Where to stream:, the phantom of the opera (2004).
One may think of many things to describe Gerard Butler : late-career matinee idol, romantic comedy buffoon, jacked Greek gladiator. But “musical theater anti-hero” might not make it into the top five descriptors. Yet, while most remember the Scottish actor’s star-making turn to be his role in the 2007 fantasy epic 300 , his first shot at critical and commercial success as the lead role in Joel Schumacher ‘s adaptation of Andrew Lloyd Webber’s blockbuster musical extravaganza, The Phantom of the Opera .
For the role of Christine Daaé, the object of the Phantom’s desire, producers eyed Katie Holmes. Anne Hathaway eventually landed the role, but dropped out to shoot The Princess Diaries 2 . Her replacement was the terminally boring Emmy Rossum , who by then had been featured in Mystic River and The Day After Tomorrow . (I also like to think of her as the poor man’s Jennifer Love Hewitt). Patrick Wilson , who had received a Tony nomination for his role in The Full Monty on Broadway but had only been in two movies (one being a meaty role in Mike Nichols’ Angels in America ), was cast as Raoul, Christine’s suitor and the Phantom’s romantic nemesis.
I guess the movie — and Gerard Butler in it — are supposed to be sexy? Searingly romantic? I can see the potential, possibly, but the wooden performance from Rossum paired with the masked Butler (who no one even knew anyway) did not make a very sensual combination. It had he opposite effect: it’s hilariously clunky and silly, a complete cinematic and musical misfire that fell flat.

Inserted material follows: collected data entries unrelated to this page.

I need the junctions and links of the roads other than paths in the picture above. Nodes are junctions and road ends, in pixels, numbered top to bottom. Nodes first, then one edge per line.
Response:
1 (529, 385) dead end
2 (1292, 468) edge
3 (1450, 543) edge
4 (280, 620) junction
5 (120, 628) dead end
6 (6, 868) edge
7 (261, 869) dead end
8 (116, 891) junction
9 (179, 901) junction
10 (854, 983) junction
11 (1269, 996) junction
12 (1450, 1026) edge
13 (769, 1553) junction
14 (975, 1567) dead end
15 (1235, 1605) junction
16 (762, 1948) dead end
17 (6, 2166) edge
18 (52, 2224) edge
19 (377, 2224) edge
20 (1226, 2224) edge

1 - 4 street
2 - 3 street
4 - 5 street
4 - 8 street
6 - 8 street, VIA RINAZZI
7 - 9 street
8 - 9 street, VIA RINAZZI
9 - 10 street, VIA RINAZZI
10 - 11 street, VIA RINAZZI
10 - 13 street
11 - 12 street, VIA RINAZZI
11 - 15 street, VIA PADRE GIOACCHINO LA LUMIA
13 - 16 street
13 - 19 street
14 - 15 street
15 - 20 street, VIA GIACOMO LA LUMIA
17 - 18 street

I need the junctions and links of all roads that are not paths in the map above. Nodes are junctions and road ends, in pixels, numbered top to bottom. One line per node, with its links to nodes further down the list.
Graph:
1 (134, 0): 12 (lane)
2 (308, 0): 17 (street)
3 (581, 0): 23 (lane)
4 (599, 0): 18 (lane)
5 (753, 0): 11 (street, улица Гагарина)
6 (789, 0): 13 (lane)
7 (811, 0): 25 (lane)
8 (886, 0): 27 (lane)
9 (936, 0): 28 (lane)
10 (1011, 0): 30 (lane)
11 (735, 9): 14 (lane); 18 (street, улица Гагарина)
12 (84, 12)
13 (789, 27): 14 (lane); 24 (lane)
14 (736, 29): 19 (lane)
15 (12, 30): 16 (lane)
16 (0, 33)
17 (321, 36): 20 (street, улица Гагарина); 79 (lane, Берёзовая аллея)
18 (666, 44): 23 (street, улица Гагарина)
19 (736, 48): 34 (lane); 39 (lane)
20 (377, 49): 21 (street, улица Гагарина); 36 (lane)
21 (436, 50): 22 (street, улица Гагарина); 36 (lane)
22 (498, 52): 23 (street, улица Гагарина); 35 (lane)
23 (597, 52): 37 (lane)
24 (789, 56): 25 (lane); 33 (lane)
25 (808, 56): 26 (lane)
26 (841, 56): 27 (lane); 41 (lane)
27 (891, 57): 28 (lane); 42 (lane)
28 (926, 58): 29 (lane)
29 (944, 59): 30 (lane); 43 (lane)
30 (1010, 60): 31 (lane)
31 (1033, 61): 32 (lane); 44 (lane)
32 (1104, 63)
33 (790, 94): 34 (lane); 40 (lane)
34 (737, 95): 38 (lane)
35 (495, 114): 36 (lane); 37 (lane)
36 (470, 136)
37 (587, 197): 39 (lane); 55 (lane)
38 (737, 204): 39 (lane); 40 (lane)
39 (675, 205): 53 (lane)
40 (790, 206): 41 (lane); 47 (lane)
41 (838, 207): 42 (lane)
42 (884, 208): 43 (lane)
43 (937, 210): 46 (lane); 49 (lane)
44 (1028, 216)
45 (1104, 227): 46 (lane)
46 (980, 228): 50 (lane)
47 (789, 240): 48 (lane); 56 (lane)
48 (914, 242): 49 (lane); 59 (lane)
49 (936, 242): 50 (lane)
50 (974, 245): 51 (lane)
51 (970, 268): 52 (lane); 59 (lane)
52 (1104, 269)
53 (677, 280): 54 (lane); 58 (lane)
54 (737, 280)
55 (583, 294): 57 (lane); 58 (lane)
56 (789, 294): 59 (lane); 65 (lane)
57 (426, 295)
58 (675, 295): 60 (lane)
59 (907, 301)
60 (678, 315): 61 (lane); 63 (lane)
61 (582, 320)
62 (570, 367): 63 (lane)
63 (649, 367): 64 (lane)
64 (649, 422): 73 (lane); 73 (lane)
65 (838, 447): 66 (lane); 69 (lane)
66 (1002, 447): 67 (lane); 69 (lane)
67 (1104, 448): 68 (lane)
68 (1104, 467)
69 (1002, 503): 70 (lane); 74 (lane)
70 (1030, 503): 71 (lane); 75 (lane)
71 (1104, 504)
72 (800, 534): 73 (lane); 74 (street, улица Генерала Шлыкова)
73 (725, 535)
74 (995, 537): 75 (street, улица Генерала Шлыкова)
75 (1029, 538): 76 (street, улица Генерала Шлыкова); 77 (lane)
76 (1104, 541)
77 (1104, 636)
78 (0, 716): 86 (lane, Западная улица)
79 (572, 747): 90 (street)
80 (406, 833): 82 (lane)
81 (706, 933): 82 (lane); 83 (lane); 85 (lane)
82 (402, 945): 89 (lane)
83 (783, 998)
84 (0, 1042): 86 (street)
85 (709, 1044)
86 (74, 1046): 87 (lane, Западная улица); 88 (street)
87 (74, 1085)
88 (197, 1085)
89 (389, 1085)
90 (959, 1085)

I mean, even the dramatic reveal of the Phantom’s deformity is sort of a joke:
It was a modest success, doubling its budget at the box office, but the film is particularly unremarkable. While Butler came out of the experience unscathed thanks to the massive success of 300 , the rest of its cast (including Minnie Driver, who once showed promise as the ingenue in Good Will Hunting and then sort of disappeared) went on to make rather forgettable career choices (although, I suppose, you could argue that Rossum’s role on Shameless is somewhat successful).
The point is: Gerard Butler may have hoped we’ve forgotten about this, but I never will.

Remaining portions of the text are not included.